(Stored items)
===============

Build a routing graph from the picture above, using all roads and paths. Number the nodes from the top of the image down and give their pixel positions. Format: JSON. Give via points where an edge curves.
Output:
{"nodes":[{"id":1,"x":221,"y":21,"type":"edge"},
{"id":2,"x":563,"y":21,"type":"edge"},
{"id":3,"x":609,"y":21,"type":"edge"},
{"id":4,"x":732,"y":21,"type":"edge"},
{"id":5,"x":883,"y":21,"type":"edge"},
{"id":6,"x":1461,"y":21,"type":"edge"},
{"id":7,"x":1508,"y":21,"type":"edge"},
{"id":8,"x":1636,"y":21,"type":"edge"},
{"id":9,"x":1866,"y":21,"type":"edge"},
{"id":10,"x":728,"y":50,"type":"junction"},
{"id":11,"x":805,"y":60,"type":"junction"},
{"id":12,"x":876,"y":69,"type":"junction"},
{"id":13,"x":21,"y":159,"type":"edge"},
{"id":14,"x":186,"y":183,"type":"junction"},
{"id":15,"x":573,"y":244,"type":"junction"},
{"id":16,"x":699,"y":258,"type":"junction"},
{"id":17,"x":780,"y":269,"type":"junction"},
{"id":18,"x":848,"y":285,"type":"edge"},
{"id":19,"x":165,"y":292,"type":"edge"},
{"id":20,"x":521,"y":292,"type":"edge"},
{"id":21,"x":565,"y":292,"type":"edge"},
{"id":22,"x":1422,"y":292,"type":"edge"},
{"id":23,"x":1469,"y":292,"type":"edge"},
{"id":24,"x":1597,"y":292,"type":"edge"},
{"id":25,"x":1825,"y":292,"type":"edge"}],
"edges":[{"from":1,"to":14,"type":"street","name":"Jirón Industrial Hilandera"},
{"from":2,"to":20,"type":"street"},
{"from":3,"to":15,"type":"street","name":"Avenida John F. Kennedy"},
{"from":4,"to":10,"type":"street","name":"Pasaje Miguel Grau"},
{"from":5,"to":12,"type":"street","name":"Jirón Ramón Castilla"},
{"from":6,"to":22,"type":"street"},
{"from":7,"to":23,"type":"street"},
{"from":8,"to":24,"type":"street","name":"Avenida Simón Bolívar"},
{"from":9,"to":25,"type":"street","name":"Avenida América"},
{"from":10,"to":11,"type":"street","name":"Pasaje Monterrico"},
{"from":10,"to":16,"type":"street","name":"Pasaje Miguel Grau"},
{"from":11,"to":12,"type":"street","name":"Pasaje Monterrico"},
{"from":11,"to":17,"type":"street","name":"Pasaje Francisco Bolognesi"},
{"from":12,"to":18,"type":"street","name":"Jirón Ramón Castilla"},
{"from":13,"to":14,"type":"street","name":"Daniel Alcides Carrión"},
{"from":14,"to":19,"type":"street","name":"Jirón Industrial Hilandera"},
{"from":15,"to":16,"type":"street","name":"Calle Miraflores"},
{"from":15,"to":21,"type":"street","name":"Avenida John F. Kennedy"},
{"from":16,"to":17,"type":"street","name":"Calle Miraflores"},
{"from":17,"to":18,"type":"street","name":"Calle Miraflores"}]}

===============

PROBLEM DETAILS: In the entries above, find each line with the word "Avenida" and return it.

TASK RESPONSE:
{"from":3,"to":15,"type":"street","name":"Avenida John F. Kennedy"},
{"from":8,"to":24,"type":"street","name":"Avenida Simón Bolívar"},
{"from":9,"to":25,"type":"street","name":"Avenida América"},
{"from":15,"to":21,"type":"street","name":"Avenida John F. Kennedy"},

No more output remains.